Starting at the line with "import math" and going on through the line with "ctx.set_source_rgb(r / 255, g", reproduce each line in the records below exactly and nothing more.

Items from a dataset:
━━━━━━━━━━━━━━━━━━━━
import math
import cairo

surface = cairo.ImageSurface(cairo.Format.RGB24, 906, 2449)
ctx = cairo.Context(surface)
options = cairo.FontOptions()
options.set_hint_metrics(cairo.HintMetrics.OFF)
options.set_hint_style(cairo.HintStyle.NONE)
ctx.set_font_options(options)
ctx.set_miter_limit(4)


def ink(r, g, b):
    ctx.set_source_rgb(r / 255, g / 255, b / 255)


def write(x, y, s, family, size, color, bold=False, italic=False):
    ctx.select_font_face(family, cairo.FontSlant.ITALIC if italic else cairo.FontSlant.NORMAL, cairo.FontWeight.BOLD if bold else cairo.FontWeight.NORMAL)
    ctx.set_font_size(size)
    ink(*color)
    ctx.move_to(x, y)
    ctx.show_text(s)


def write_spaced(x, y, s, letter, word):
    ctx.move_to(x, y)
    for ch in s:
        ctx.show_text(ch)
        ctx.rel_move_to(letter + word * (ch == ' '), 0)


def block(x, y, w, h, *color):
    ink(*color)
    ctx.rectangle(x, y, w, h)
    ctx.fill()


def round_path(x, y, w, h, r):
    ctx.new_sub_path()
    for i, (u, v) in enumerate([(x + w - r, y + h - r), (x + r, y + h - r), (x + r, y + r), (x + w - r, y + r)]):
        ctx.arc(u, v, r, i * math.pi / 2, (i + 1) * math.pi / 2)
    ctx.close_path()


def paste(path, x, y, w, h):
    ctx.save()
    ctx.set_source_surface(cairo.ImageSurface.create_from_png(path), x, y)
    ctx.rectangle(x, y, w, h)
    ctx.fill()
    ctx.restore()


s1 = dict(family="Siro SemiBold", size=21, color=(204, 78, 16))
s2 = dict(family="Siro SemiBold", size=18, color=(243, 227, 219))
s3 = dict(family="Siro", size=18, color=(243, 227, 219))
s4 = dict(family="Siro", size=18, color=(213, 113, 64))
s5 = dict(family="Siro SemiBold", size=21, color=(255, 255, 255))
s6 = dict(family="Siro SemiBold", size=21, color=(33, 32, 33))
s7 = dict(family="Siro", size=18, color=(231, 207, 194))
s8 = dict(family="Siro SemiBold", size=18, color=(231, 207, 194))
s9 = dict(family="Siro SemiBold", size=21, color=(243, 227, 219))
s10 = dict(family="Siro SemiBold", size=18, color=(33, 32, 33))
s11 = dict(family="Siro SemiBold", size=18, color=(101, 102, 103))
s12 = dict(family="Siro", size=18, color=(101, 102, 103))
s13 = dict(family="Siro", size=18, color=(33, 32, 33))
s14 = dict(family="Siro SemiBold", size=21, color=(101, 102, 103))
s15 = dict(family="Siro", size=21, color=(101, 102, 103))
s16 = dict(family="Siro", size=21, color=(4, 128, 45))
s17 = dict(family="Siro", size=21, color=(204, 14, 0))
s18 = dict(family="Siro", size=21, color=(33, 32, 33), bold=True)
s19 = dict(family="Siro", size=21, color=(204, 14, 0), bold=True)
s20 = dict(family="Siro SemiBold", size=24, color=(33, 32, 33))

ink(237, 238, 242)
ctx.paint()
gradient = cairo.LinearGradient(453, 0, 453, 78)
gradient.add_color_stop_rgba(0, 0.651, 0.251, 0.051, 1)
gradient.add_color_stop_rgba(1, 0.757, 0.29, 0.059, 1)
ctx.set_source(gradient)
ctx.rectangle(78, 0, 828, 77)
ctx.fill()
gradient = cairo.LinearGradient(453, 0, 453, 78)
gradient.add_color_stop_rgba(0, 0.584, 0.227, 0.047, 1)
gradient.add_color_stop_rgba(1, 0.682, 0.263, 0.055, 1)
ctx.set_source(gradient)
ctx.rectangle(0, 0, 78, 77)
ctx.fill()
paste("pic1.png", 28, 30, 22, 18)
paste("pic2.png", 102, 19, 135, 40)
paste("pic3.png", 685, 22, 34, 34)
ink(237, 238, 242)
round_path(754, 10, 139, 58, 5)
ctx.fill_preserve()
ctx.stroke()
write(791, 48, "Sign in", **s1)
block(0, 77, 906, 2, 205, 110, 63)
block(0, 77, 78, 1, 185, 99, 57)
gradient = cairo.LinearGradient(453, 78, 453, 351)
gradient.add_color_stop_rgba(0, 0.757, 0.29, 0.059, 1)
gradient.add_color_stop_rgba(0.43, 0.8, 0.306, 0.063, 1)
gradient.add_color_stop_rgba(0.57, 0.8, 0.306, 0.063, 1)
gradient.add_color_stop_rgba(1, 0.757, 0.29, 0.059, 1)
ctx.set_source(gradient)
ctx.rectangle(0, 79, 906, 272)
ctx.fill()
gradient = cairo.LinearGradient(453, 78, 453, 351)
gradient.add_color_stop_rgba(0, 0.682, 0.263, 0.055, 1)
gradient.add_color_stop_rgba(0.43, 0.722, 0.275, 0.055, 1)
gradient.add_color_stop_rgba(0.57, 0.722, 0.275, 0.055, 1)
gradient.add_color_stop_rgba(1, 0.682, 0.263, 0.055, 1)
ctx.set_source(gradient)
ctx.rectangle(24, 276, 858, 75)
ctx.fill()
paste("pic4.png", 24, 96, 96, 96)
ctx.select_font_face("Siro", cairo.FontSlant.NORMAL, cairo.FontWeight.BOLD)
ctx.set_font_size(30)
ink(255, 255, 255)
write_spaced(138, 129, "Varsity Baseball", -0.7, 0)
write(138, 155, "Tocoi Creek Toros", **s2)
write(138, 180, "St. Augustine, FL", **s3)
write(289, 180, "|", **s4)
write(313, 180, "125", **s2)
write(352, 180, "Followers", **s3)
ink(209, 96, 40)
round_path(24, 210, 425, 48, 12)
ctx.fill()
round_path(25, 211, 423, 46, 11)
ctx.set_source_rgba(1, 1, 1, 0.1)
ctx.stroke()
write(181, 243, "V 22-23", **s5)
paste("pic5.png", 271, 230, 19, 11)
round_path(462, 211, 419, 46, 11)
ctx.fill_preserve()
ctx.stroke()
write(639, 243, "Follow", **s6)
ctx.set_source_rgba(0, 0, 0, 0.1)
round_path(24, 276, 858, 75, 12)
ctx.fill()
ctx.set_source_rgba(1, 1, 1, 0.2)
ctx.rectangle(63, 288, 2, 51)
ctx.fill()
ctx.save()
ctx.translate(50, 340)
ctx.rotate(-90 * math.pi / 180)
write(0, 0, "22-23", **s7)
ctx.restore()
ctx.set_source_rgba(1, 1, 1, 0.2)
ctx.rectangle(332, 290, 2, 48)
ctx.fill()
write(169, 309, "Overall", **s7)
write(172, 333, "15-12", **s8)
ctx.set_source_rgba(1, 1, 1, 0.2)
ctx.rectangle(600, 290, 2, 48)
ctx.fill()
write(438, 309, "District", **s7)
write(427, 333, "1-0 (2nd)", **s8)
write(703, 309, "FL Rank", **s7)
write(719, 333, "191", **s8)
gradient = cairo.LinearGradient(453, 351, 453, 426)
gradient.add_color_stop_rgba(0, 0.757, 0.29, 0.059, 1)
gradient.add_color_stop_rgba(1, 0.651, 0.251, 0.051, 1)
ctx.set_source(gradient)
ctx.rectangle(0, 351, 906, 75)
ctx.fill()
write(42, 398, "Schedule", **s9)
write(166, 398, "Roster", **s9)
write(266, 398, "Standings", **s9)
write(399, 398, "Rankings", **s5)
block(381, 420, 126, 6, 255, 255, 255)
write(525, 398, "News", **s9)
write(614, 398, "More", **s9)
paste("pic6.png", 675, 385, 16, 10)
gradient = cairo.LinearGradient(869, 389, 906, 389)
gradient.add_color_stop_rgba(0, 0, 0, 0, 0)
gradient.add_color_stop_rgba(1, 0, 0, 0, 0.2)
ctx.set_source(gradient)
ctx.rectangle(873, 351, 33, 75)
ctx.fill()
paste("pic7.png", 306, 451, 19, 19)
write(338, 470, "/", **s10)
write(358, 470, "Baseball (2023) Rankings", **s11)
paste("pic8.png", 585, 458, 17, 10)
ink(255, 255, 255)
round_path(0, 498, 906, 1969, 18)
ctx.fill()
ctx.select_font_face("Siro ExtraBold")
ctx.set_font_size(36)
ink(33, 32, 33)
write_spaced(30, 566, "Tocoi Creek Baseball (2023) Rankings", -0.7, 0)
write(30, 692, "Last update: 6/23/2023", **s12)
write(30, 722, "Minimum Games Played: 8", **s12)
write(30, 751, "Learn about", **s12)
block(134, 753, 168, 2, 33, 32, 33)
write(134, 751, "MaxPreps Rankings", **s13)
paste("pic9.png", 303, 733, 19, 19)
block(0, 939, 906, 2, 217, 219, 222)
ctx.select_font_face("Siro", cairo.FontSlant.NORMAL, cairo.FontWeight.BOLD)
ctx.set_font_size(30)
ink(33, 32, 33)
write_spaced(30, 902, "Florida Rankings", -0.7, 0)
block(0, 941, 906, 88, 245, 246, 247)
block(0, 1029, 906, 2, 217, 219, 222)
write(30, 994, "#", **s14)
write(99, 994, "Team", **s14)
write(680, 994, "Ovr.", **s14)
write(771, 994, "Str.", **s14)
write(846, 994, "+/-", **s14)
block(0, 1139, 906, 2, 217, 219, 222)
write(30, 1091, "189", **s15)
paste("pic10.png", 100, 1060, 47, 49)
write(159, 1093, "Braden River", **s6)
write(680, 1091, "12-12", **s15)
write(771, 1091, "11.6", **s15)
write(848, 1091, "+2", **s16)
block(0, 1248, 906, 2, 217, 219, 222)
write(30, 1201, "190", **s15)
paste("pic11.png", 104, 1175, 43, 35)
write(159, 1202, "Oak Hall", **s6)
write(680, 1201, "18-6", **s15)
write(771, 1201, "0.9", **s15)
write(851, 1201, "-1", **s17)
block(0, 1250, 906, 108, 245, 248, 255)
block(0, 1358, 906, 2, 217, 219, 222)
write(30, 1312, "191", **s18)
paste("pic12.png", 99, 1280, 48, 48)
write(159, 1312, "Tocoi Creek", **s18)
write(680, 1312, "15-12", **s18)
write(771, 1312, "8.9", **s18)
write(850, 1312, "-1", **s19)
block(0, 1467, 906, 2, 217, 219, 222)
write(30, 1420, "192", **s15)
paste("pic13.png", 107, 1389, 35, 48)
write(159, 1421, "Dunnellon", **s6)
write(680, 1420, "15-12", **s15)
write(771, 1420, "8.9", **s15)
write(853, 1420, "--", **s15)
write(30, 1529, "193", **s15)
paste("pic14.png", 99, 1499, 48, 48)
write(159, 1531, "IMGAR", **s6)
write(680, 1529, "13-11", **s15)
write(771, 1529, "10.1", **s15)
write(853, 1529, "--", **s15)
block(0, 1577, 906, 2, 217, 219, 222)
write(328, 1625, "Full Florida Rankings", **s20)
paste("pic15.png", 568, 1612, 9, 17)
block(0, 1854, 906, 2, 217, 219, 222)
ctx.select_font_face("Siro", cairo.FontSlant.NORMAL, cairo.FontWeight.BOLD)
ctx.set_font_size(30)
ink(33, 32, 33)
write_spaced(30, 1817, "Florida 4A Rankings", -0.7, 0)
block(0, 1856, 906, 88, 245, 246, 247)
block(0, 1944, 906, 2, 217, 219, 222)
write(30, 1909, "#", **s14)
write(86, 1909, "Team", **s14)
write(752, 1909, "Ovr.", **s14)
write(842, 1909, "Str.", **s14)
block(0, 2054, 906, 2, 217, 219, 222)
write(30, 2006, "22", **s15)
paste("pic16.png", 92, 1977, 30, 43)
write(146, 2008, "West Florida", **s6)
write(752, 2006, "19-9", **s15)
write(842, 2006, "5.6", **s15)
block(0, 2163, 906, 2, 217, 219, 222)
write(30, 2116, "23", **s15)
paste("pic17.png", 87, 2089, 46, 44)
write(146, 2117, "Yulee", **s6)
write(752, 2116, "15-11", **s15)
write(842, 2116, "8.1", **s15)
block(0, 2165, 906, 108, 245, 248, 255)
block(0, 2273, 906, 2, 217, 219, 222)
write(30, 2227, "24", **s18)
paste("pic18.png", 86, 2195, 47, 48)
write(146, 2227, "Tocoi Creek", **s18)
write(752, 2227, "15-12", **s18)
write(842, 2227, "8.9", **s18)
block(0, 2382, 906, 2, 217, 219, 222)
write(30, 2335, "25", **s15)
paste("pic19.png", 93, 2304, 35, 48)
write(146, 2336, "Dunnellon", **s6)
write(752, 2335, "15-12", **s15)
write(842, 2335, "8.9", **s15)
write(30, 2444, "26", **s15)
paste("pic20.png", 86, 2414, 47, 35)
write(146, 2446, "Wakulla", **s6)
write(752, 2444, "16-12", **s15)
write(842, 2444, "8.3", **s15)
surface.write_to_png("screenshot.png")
━━━━━━━━━━━━━━━━━━━━
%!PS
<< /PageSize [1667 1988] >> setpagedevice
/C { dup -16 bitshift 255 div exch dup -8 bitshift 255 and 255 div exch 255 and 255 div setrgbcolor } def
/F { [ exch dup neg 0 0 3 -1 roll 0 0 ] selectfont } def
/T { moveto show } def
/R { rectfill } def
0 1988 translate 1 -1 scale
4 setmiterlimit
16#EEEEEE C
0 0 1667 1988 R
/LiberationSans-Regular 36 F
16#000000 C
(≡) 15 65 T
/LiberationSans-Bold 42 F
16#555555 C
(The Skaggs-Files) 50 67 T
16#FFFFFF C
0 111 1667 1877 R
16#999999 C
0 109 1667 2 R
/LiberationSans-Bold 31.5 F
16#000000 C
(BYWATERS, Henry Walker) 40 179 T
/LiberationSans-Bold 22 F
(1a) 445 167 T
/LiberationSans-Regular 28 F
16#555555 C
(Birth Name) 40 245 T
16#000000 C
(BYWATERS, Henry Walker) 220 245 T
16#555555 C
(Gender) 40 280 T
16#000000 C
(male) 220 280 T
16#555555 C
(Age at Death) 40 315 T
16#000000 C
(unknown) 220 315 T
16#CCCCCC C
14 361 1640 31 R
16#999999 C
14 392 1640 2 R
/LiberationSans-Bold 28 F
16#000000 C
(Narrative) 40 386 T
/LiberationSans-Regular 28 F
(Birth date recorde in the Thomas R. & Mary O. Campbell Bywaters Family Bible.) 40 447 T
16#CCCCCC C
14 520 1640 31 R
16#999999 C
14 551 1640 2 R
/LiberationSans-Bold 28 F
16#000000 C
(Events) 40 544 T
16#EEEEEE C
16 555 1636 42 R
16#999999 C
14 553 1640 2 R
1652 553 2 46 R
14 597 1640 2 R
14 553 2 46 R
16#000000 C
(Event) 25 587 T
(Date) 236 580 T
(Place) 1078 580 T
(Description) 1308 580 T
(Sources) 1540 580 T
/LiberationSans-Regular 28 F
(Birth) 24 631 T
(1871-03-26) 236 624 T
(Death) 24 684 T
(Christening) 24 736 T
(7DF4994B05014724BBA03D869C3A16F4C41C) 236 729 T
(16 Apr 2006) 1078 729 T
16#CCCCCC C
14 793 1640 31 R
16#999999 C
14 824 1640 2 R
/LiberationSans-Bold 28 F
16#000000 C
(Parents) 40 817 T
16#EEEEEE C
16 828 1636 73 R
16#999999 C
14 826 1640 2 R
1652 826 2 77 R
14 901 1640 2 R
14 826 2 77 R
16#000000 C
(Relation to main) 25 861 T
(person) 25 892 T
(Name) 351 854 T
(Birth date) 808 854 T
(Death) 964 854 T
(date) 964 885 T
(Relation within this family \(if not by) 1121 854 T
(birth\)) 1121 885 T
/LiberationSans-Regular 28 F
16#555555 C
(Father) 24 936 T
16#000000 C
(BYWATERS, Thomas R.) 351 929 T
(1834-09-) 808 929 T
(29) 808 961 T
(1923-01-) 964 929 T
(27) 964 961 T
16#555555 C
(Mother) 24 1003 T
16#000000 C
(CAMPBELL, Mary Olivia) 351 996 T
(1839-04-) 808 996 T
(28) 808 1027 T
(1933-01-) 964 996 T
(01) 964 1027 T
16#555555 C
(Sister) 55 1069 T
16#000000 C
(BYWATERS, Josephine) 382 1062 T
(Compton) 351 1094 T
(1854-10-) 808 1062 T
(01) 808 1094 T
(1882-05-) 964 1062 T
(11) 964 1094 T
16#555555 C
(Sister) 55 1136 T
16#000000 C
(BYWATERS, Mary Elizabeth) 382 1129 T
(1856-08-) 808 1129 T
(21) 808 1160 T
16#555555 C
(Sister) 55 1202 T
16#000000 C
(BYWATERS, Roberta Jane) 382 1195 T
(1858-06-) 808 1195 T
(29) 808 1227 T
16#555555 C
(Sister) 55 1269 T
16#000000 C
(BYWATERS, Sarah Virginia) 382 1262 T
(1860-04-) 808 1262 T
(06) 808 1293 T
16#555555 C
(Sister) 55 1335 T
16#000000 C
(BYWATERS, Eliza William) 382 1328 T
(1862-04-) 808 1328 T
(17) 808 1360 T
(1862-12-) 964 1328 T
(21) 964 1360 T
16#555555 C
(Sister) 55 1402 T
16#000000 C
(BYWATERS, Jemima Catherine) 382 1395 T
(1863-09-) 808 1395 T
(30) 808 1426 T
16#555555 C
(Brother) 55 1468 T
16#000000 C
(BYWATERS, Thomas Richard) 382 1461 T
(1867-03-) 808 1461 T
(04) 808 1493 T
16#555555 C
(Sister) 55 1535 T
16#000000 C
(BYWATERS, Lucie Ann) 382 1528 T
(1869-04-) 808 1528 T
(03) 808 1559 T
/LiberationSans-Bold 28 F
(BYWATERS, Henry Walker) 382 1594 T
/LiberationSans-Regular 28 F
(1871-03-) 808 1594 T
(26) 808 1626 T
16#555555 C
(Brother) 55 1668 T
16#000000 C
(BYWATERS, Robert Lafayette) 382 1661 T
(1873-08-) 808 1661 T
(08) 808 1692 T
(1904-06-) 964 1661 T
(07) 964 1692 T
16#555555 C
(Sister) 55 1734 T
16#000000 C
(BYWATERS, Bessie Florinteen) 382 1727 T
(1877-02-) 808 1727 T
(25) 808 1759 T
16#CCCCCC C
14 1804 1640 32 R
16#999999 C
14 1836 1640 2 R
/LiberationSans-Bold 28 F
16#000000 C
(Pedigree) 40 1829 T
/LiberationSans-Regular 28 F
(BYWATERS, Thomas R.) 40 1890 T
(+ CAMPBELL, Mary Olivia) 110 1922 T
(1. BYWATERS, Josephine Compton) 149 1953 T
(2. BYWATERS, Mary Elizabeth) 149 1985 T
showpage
━━━━━━━━━━━━━━━━━━━━
## Answer to the exercise
import math
import cairo

surface = cairo.ImageSurface(cairo.Format.RGB24, 906, 2449)
ctx = cairo.Context(surface)
options = cairo.FontOptions()
options.set_hint_metrics(cairo.HintMetrics.OFF)
options.set_hint_style(cairo.HintStyle.NONE)
ctx.set_font_options(options)
ctx.set_miter_limit(4)


def ink(r, g, b):
    ctx.set_source_rgb(r / 255, g / 255, b / 255)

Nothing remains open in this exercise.